3. Dividend Rights. If any dividends or other distributions are paid with respect to the Stock while the Units are outstanding, the dollar amount or fair market value of such dividends or distributions with respect to the number of shares of Stock then underlying the Units shall be credited to a bookkeeping account and held (without interest) by the Company for the account of Grantee until the Vesting Date. Such amounts shall be subject to the same vesting and

forfeiture provisions as the Units to which they relate. Accrued dividends held pursuant to the foregoing provision shall be paid by the Company to Grantee on the Vesting Date.

4. Voting Rights. Grantee shall not have voting rights with respect to the Units. Upon conversion of the Units into shares of Stock, Grantee will obtain full voting rights and other rights as a stockholder of the Company.

5. Restrictions on Transfer and Pledge. No right or interest of Grantee in the Units may be pledged, encumbered, or hypothecated to or in favor of any party other than the Company or an Affiliate, or shall be subject to any lien, obligation, or liability of Grantee to any other party other than the Company or an Affiliate. The Units are not assignable or transferable by Grantee other than to a beneficiary or by will or the laws of descent and distribution.

6. Restrictions on Issuance of Shares. If at any time the Committee shall determine, in its discretion, that registration, listing or qualification of the Shares underlying the Units upon any securities exchange or similar self-regulatory organization or under any foreign, federal, or local law or practice, or the consent or approval of any governmental regulatory body, is necessary or desirable as a condition to the settlement of the Units, the Units will not be converted to Shares in whole or in part unless and until such registration, listing, qualification, consent or approval shall have been effected or obtained free of any conditions not acceptable to the Committee.

7. No Right of Continued Service. Nothing in this Certificate shall interfere with or limit in any way the right of the Company or any Affiliate to terminate Grantee’s service at any time, nor confer upon Grantee any right to continue to provide services to, the Company or any Affiliate.

8. Plans Control. The terms contained in the Plans are incorporated into and made a part of this Certificate, and this Certificate shall be governed by and construed in accordance with the Plans. In the event of any actual or alleged conflict between the provisions of the Plans and the provisions of this Certificate, the provisions of the Plans shall be controlling and determinative.

9. Successors. This Certificate shall be binding upon any successor of the Company, in accordance with the terms of this Certificate and the Plans.

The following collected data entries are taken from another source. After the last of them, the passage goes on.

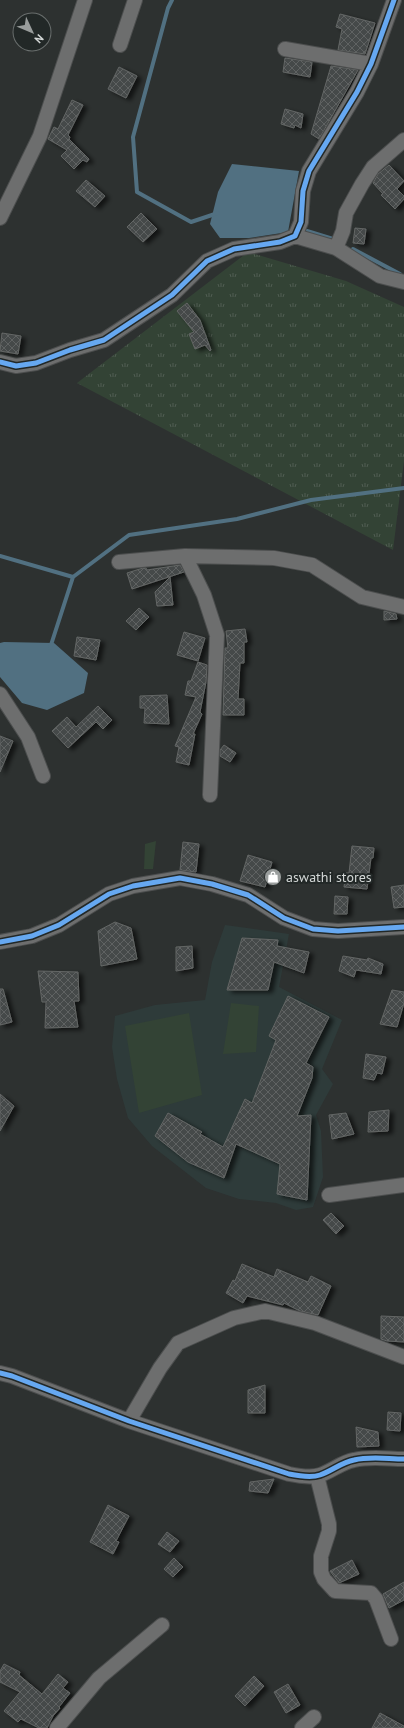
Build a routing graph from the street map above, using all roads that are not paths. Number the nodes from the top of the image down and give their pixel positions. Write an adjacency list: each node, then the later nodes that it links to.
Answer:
1 (85, 0): 8 (street)
2 (135, 0): 4 (street)
3 (394, 0): 6 (street)
4 (120, 45)
5 (285, 49): 6 (street)
6 (371, 64): 9 (street)
7 (404, 140): 10 (street)
8 (0, 218)
9 (295, 236): 10 (street); 12 (street)
10 (336, 248): 11 (street)
11 (404, 282)
12 (0, 362)
13 (184, 556): 14 (street); 15 (street); 18 (street)
14 (120, 562)
15 (404, 607)
16 (0, 694): 17 (street)
17 (43, 776)
18 (210, 795)
19 (404, 927): 20 (street)
20 (0, 942)
21 (404, 1186): 22 (street)
22 (329, 1195)
23 (404, 1357): 25 (street)
24 (0, 1373): 25 (street)
25 (129, 1420): 27 (street)
26 (404, 1459): 27 (street)
27 (317, 1476): 29 (street)
28 (162, 1626): 31 (street)
29 (391, 1639)
30 (314, 1717): 32 (street)
31 (57, 1728)
32 (302, 1728)

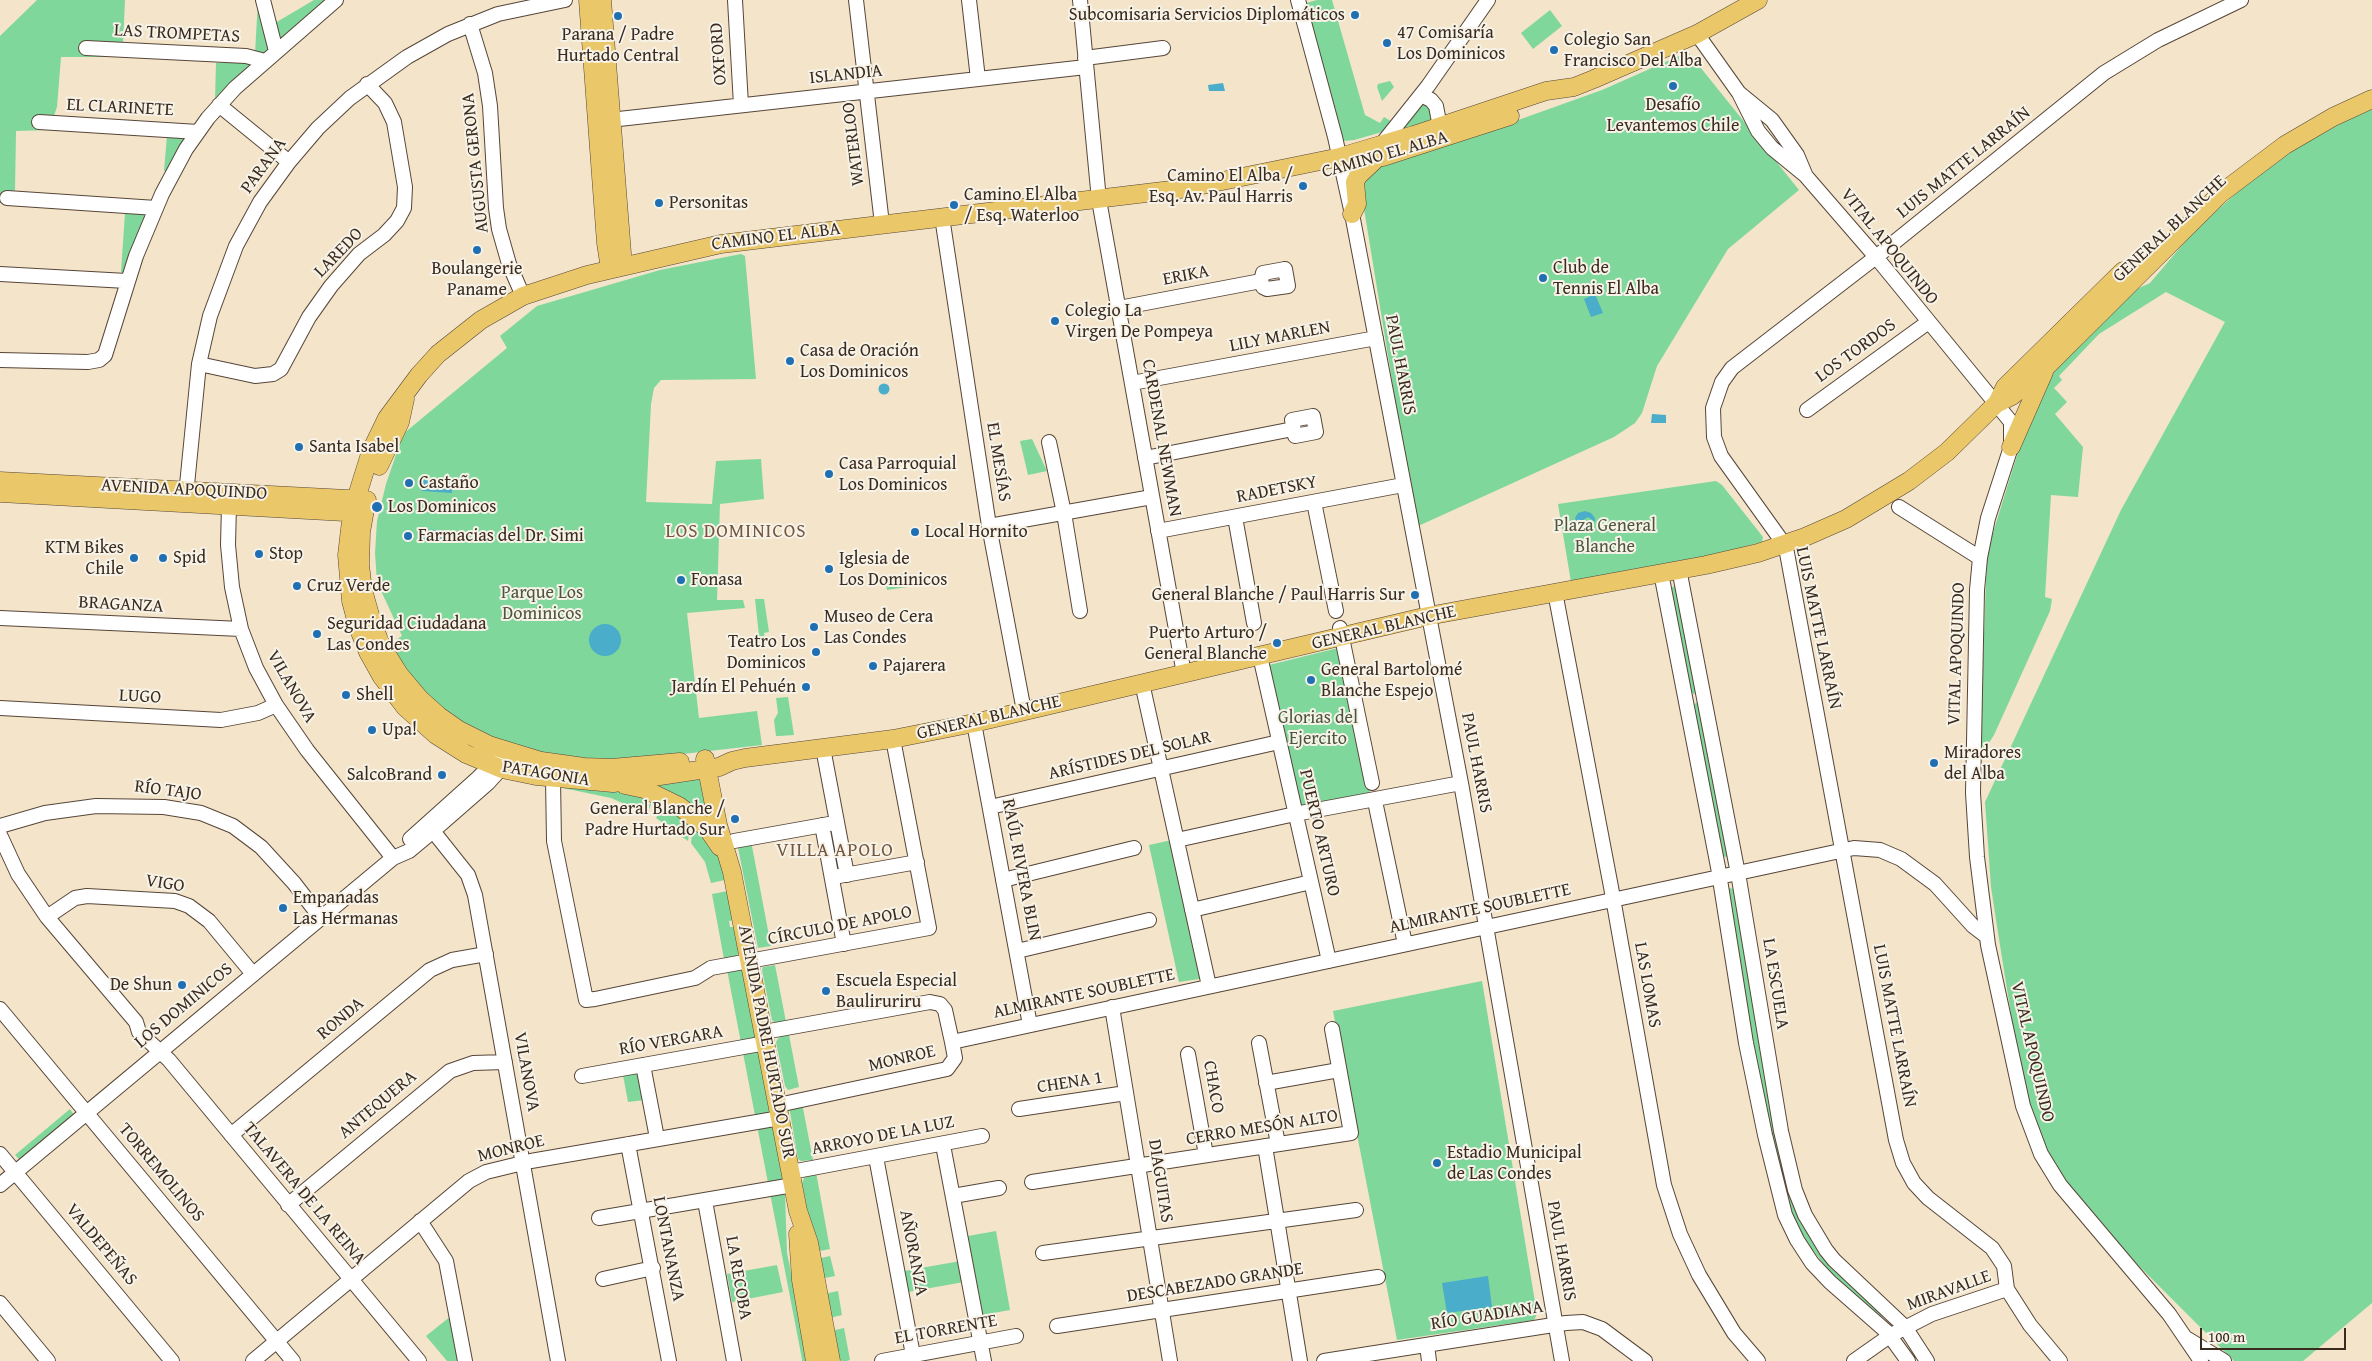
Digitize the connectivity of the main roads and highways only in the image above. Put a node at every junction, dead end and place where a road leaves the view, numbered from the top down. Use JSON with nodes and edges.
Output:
{"nodes":[{"id":1,"x":588,"y":0,"type":"edge"},
{"id":2,"x":602,"y":0,"type":"edge"},
{"id":3,"x":1758,"y":0,"type":"edge"},
{"id":4,"x":1574,"y":87,"type":"junction"},
{"id":5,"x":2372,"y":90,"type":"edge"},
{"id":6,"x":2372,"y":99,"type":"edge"},
{"id":7,"x":1378,"y":152,"type":"junction"},
{"id":8,"x":1352,"y":214,"type":"road end"},
{"id":9,"x":617,"y":267,"type":"junction"},
{"id":10,"x":2047,"y":366,"type":"junction"},
{"id":11,"x":1996,"y":404,"type":"junction"},
{"id":12,"x":2011,"y":447,"type":"road end"},
{"id":13,"x":0,"y":481,"type":"edge"},
{"id":14,"x":0,"y":493,"type":"edge"},
{"id":15,"x":184,"y":496,"type":"junction"},
{"id":16,"x":360,"y":506,"type":"junction"},
{"id":17,"x":716,"y":762,"type":"junction"},
{"id":18,"x":613,"y":783,"type":"junction"},
{"id":19,"x":732,"y":872,"type":"junction"},
{"id":20,"x":798,"y":1211,"type":"junction"},
{"id":21,"x":815,"y":1361,"type":"edge"},
{"id":22,"x":831,"y":1361,"type":"edge"}],
"edges":[{"from":1,"to":9,"type":"main road"},
{"from":2,"to":9,"type":"main road"},
{"from":3,"to":4,"type":"main road","name":"CAMINO EL ALBA"},
{"from":4,"to":7,"type":"main road","name":"CAMINO EL ALBA"},
{"from":4,"to":7,"type":"main road","name":"CAMINO EL ALBA"},
{"from":5,"to":11,"type":"main road","name":"GENERAL BLANCHE"},
{"from":6,"to":10,"type":"main road","name":"GENERAL BLANCHE"},
{"from":7,"to":8,"type":"main road"},
{"from":7,"to":9,"type":"main road","name":"CAMINO EL ALBA"},
{"from":9,"to":16,"type":"main road","name":"CAMINO EL ALBA"},
{"from":10,"to":11,"type":"main road","name":"GENERAL BLANCHE"},
{"from":10,"to":12,"type":"main road"},
{"from":11,"to":17,"type":"main road","name":"GENERAL BLANCHE"},
{"from":13,"to":15,"type":"main road","name":"AVENIDA APOQUINDO"},
{"from":14,"to":15,"type":"main road","name":"AVENIDA APOQUINDO"},
{"from":15,"to":16,"type":"main road","name":"AVENIDA APOQUINDO"},
{"from":15,"to":16,"type":"main road","name":"AVENIDA APOQUINDO"},
{"from":16,"to":17,"type":"main road","name":"PATAGONIA"},
{"from":16,"to":18,"type":"main road","name":"PATAGONIA"},
{"from":17,"to":18,"type":"main road","name":"PATAGONIA"},
{"from":17,"to":19,"type":"main road","name":"AVENIDA PADRE HURTADO SUR"},
{"from":17,"to":19,"type":"main road","name":"AVENIDA PADRE HURTADO SUR"},
{"from":18,"to":19,"type":"main road"},
{"from":19,"to":20,"type":"main road","name":"AVENIDA PADRE HURTADO SUR"},
{"from":20,"to":21,"type":"main road","name":"AVENIDA PADRE HURTADO SUR"},
{"from":20,"to":22,"type":"main road","name":"AVENIDA PADRE HURTADO SUR"}]}
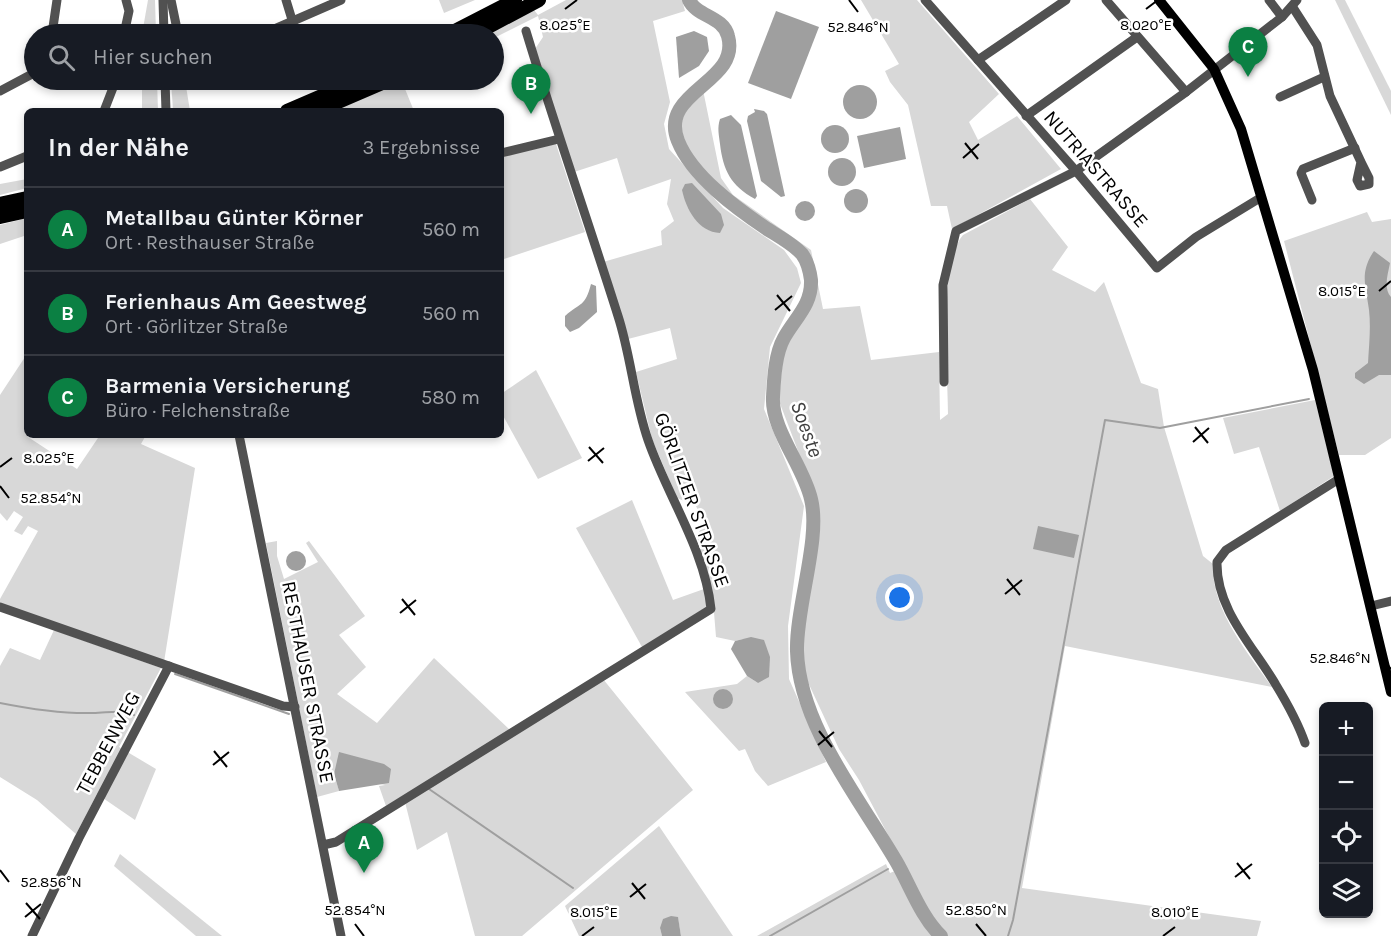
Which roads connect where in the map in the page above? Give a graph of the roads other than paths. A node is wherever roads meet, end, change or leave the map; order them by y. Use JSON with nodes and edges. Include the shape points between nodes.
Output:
{"nodes":[{"id":1,"x":57,"y":0,"type":"edge"},
{"id":2,"x":126,"y":0,"type":"edge"},
{"id":3,"x":163,"y":0,"type":"edge"},
{"id":4,"x":171,"y":0,"type":"edge"},
{"id":5,"x":286,"y":0,"type":"edge"},
{"id":6,"x":341,"y":0,"type":"edge"},
{"id":7,"x":515,"y":0,"type":"edge"},
{"id":8,"x":539,"y":0,"type":"edge"},
{"id":9,"x":1066,"y":0,"type":"edge"},
{"id":10,"x":1106,"y":0,"type":"edge"},
{"id":11,"x":1159,"y":0,"type":"edge"},
{"id":12,"x":1269,"y":0,"type":"edge"},
{"id":13,"x":931,"y":2,"type":"edge"},
{"id":14,"x":1294,"y":3,"type":"edge"},
{"id":15,"x":1282,"y":17,"type":"junction"},
{"id":16,"x":293,"y":23,"type":"joint"},
{"id":17,"x":53,"y":24,"type":"edge"},
{"id":18,"x":126,"y":24,"type":"edge"},
{"id":19,"x":164,"y":24,"type":"edge"},
{"id":20,"x":176,"y":24,"type":"edge"},
{"id":21,"x":468,"y":24,"type":"edge"},
{"id":22,"x":494,"y":24,"type":"edge"},
{"id":23,"x":526,"y":31,"type":"dead end"},
{"id":24,"x":1137,"y":37,"type":"junction"},
{"id":25,"x":978,"y":60,"type":"junction"},
{"id":26,"x":1214,"y":69,"type":"junction"},
{"id":27,"x":1324,"y":77,"type":"junction"},
{"id":28,"x":24,"y":78,"type":"edge"},
{"id":29,"x":112,"y":90,"type":"edge"},
{"id":30,"x":165,"y":90,"type":"edge"},
{"id":31,"x":336,"y":90,"type":"edge"},
{"id":32,"x":366,"y":90,"type":"edge"},
{"id":33,"x":0,"y":91,"type":"edge"},
{"id":34,"x":1186,"y":92,"type":"junction"},
{"id":35,"x":1280,"y":97,"type":"dead end"},
{"id":36,"x":105,"y":108,"type":"edge"},
{"id":37,"x":166,"y":108,"type":"edge"},
{"id":38,"x":294,"y":108,"type":"edge"},
{"id":39,"x":324,"y":108,"type":"edge"},
{"id":40,"x":1026,"y":116,"type":"junction"},
{"id":41,"x":559,"y":139,"type":"junction"},
{"id":42,"x":1355,"y":148,"type":"junction"},
{"id":43,"x":504,"y":152,"type":"edge"},
{"id":44,"x":24,"y":157,"type":"edge"},
{"id":45,"x":1361,"y":162,"type":"dead end"},
{"id":46,"x":0,"y":167,"type":"edge"},
{"id":47,"x":1076,"y":171,"type":"junction"},
{"id":48,"x":1260,"y":198,"type":"junction"},
{"id":49,"x":24,"y":199,"type":"edge"},
{"id":50,"x":1312,"y":200,"type":"dead end"},
{"id":51,"x":0,"y":204,"type":"edge"},
{"id":52,"x":24,"y":212,"type":"edge"},
{"id":53,"x":0,"y":217,"type":"edge"},
{"id":54,"x":944,"y":382,"type":"dead end"},
{"id":55,"x":241,"y":438,"type":"edge"},
{"id":56,"x":1340,"y":479,"type":"junction"},
{"id":57,"x":1391,"y":601,"type":"edge"},
{"id":58,"x":1371,"y":606,"type":"junction"},
{"id":59,"x":0,"y":607,"type":"edge"},
{"id":60,"x":169,"y":666,"type":"junction"},
{"id":61,"x":1391,"y":692,"type":"edge"},
{"id":62,"x":295,"y":707,"type":"junction"},
{"id":63,"x":1305,"y":743,"type":"dead end"},
{"id":64,"x":323,"y":845,"type":"junction"},
{"id":65,"x":32,"y":936,"type":"edge"},
{"id":66,"x":341,"y":936,"type":"edge"}],
"edges":[{"from":1,"to":17,"type":"street"},
{"from":2,"to":18,"type":"street"},
{"from":3,"to":19,"type":"street"},
{"from":4,"to":20,"type":"street"},
{"from":5,"to":16,"type":"street"},
{"from":6,"to":16,"type":"street"},
{"from":7,"to":21,"type":"highway"},
{"from":8,"to":22,"type":"highway"},
{"from":9,"to":25,"type":"street"},
{"from":10,"to":24,"type":"street"},
{"from":11,"to":26,"type":"main road"},
{"from":12,"to":15,"type":"street"},
{"from":13,"to":25,"type":"street","name":"NUTRIASTRASSE"},
{"from":14,"to":15,"type":"street"},
{"from":14,"to":27,"type":"street","via":[[1314,37]]},
{"from":15,"to":26,"type":"street"},
{"from":23,"to":41,"type":"street","name":"GÖRLITZER STRASSE"},
{"from":24,"to":34,"type":"street"},
{"from":24,"to":40,"type":"street"},
{"from":25,"to":40,"type":"street","name":"NUTRIASTRASSE"},
{"from":26,"to":34,"type":"street"},
{"from":26,"to":48,"type":"main road","via":[[1241,129]]},
{"from":27,"to":35,"type":"street"},
{"from":27,"to":42,"type":"street"},
{"from":28,"to":33,"type":"street"},
{"from":29,"to":36,"type":"street"},
{"from":30,"to":37,"type":"street"},
{"from":31,"to":38,"type":"highway"},
{"from":32,"to":39,"type":"highway"},
{"from":34,"to":47,"type":"street"},
{"from":40,"to":47,"type":"street","name":"NUTRIASTRASSE"},
{"from":41,"to":43,"type":"street"},
{"from":41,"to":64,"type":"street","name":"GÖRLITZER STRASSE","via":[[619,319],[647,437],[698,557],[711,609],[336,842]]},
{"from":42,"to":45,"type":"street"},
{"from":42,"to":50,"type":"street","via":[[1303,169],[1301,173]]},
{"from":44,"to":46,"type":"street"},
{"from":47,"to":48,"type":"street","name":"NUTRIASTRASSE","via":[[1157,268],[1196,237]]},
{"from":47,"to":54,"type":"street","via":[[956,231],[943,285]]},
{"from":48,"to":56,"type":"main road","via":[[1313,370]]},
{"from":49,"to":51,"type":"highway"},
{"from":52,"to":53,"type":"highway"},
{"from":55,"to":62,"type":"street","name":"RESTHAUSER STRASSE"},
{"from":56,"to":58,"type":"main road"},
{"from":56,"to":63,"type":"street","via":[[1226,550],[1217,562],[1221,589],[1244,640],[1276,683]]},
{"from":57,"to":58,"type":"street"},
{"from":58,"to":61,"type":"main road"},
{"from":59,"to":60,"type":"street"},
{"from":60,"to":62,"type":"street"},
{"from":60,"to":65,"type":"street","name":"TEBBENWEG"},
{"from":62,"to":64,"type":"street","name":"RESTHAUSER STRASSE"},
{"from":64,"to":66,"type":"street","name":"RESTHAUSER STRASSE"}]}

10. Severability. If any one or more of the provisions contained in this Certificate are invalid, illegal or unenforceable, the other provisions of this Certificate will be construed and enforced as if the invalid, illegal or unenforceable provision had never been included.

 


Non-Employee Director – Initial Award Certificate

 

11. Notice. Notices and communications under this Certificate must be in writing and either personally delivered or sent by registered or certified United States mail, return receipt requested, postage prepaid. Notices to the Company must be addressed to: CommScope Holding Company, Inc. 1100 CommScope Place, SE, Hickory, NC 28602, Attn: Secretary, or any other address designated by the Company in a written notice to Grantee. Notices to Grantee will be directed to the address of Grantee then currently on file with the Company, or at any other address given by Grantee in a written notice to the Company.

12. Compensation Recoupment Policy. The Units and any Stock issued thereunder shall be subject to any compensation recoupment policy of the Company that is applicable by its terms to Grantee and to awards of this type.